Dataset records
"""
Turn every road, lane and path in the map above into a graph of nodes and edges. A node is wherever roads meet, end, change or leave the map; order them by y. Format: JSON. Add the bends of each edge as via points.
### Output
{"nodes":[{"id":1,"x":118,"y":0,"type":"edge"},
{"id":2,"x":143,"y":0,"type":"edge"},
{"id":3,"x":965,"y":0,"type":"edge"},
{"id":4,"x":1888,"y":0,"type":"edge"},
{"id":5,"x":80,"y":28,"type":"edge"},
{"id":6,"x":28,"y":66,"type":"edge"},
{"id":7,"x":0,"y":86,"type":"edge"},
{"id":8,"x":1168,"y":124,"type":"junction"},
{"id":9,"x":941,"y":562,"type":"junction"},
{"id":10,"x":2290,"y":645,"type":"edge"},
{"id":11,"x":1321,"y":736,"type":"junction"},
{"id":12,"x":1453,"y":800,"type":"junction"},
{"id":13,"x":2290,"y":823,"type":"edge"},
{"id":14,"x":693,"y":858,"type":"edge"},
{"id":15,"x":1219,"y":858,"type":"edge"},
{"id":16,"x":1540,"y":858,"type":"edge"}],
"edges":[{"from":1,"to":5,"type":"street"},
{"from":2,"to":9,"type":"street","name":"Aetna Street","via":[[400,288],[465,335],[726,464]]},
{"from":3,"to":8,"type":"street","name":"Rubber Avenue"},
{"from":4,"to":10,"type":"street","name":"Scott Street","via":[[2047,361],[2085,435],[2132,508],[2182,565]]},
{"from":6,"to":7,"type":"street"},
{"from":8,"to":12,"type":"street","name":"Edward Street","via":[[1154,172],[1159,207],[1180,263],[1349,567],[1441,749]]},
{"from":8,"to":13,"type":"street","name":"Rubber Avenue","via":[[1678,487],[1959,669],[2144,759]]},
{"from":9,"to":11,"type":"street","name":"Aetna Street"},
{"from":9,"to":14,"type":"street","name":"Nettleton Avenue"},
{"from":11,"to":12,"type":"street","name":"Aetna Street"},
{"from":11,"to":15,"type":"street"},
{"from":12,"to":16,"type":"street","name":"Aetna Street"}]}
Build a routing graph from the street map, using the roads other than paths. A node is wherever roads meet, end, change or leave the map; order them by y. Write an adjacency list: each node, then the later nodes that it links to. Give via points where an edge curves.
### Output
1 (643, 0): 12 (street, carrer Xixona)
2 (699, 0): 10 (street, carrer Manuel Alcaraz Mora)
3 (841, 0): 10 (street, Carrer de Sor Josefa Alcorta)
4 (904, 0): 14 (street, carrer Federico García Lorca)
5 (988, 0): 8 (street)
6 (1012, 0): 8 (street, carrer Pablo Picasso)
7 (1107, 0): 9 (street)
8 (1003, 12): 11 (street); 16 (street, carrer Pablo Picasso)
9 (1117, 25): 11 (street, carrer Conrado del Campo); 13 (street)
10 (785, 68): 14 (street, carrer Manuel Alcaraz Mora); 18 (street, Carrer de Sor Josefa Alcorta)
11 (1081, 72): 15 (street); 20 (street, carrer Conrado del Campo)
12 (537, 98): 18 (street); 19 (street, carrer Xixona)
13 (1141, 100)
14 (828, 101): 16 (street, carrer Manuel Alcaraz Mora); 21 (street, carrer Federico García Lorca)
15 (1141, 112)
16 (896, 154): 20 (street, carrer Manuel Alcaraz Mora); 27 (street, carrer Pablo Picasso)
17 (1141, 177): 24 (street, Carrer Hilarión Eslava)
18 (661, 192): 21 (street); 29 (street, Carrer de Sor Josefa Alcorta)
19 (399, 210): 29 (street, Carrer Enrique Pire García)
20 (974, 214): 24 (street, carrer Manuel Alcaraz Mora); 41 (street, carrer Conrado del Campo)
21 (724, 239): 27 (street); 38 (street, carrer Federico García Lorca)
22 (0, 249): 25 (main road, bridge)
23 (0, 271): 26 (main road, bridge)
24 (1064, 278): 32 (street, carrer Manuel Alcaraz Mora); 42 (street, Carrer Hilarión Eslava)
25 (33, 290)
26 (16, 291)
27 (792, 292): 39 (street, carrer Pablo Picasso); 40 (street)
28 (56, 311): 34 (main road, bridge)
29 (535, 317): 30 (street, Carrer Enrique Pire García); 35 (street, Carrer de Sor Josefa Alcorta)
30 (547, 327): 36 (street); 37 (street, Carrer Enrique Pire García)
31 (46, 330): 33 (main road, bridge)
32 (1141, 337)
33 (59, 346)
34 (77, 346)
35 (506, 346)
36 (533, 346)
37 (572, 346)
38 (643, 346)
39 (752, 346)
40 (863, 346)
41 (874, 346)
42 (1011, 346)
"""
▶ Required work
Each record above is to be reproduced exactly, in full.

▶ Finished exercise
Turn every road, lane and path in the map above into a graph of nodes and edges. A node is wherever roads meet, end, change or leave the map; order them by y. Format: JSON. Add the bends of each edge as via points.
### Output
{"nodes":[{"id":1,"x":118,"y":0,"type":"edge"},
{"id":2,"x":143,"y":0,"type":"edge"},
{"id":3,"x":965,"y":0,"type":"edge"},
{"id":4,"x":1888,"y":0,"type":"edge"},
{"id":5,"x":80,"y":28,"type":"edge"},
{"id":6,"x":28,"y":66,"type":"edge"},
{"id":7,"x":0,"y":86,"type":"edge"},
{"id":8,"x":1168,"y":124,"type":"junction"},
{"id":9,"x":941,"y":562,"type":"junction"},
{"id":10,"x":2290,"y":645,"type":"edge"},
{"id":11,"x":1321,"y":736,"type":"junction"},
{"id":12,"x":1453,"y":800,"type":"junction"},
{"id":13,"x":2290,"y":823,"type":"edge"},
{"id":14,"x":693,"y":858,"type":"edge"},
{"id":15,"x":1219,"y":858,"type":"edge"},
{"id":16,"x":1540,"y":858,"type":"edge"}],
"edges":[{"from":1,"to":5,"type":"street"},
{"from":2,"to":9,"type":"street","name":"Aetna Street","via":[[400,288],[465,335],[726,464]]},
{"from":3,"to":8,"type":"street","name":"Rubber Avenue"},
{"from":4,"to":10,"type":"street","name":"Scott Street","via":[[2047,361],[2085,435],[2132,508],[2182,565]]},
{"from":6,"to":7,"type":"street"},
{"from":8,"to":12,"type":"street","name":"Edward Street","via":[[1154,172],[1159,207],[1180,263],[1349,567],[1441,749]]},
{"from":8,"to":13,"type":"street","name":"Rubber Avenue","via":[[1678,487],[1959,669],[2144,759]]},
{"from":9,"to":11,"type":"street","name":"Aetna Street"},
{"from":9,"to":14,"type":"street","name":"Nettleton Avenue"},
{"from":11,"to":12,"type":"street","name":"Aetna Street"},
{"from":11,"to":15,"type":"street"},
{"from":12,"to":16,"type":"street","name":"Aetna Street"}]}
Build a routing graph from the street map, using the roads other than paths. A node is wherever roads meet, end, change or leave the map; order them by y. Write an adjacency list: each node, then the later nodes that it links to. Give via points where an edge curves.
### Output
1 (643, 0): 12 (street, carrer Xixona)
2 (699, 0): 10 (street, carrer Manuel Alcaraz Mora)
3 (841, 0): 10 (street, Carrer de Sor Josefa Alcorta)
4 (904, 0): 14 (street, carrer Federico García Lorca)
5 (988, 0): 8 (street)
6 (1012, 0): 8 (street, carrer Pablo Picasso)
7 (1107, 0): 9 (street)
8 (1003, 12): 11 (street); 16 (street, carrer Pablo Picasso)
9 (1117, 25): 11 (street, carrer Conrado del Campo); 13 (street)
10 (785, 68): 14 (street, carrer Manuel Alcaraz Mora); 18 (street, Carrer de Sor Josefa Alcorta)
11 (1081, 72): 15 (street); 20 (street, carrer Conrado del Campo)
12 (537, 98): 18 (street); 19 (street, carrer Xixona)
13 (1141, 100)
14 (828, 101): 16 (street, carrer Manuel Alcaraz Mora); 21 (street, carrer Federico García Lorca)
15 (1141, 112)
16 (896, 154): 20 (street, carrer Manuel Alcaraz Mora); 27 (street, carrer Pablo Picasso)
17 (1141, 177): 24 (street, Carrer Hilarión Eslava)
18 (661, 192): 21 (street); 29 (street, Carrer de Sor Josefa Alcorta)
19 (399, 210): 29 (street, Carrer Enrique Pire García)
20 (974, 214): 24 (street, carrer Manuel Alcaraz Mora); 41 (street, carrer Conrado del Campo)
21 (724, 239): 27 (street); 38 (street, carrer Federico García Lorca)
22 (0, 249): 25 (main road, bridge)
23 (0, 271): 26 (main road, bridge)
24 (1064, 278): 32 (street, carrer Manuel Alcaraz Mora); 42 (street, Carrer Hilarión Eslava)
25 (33, 290)
26 (16, 291)
27 (792, 292): 39 (street, carrer Pablo Picasso); 40 (street)
28 (56, 311): 34 (main road, bridge)
29 (535, 317): 30 (street, Carrer Enrique Pire García); 35 (street, Carrer de Sor Josefa Alcorta)
30 (547, 327): 36 (street); 37 (street, Carrer Enrique Pire García)
31 (46, 330): 33 (main road, bridge)
32 (1141, 337)
33 (59, 346)
34 (77, 346)
35 (506, 346)
36 (533, 346)
37 (572, 346)
38 (643, 346)
39 (752, 346)
40 (863, 346)
41 (874, 346)
42 (1011, 346)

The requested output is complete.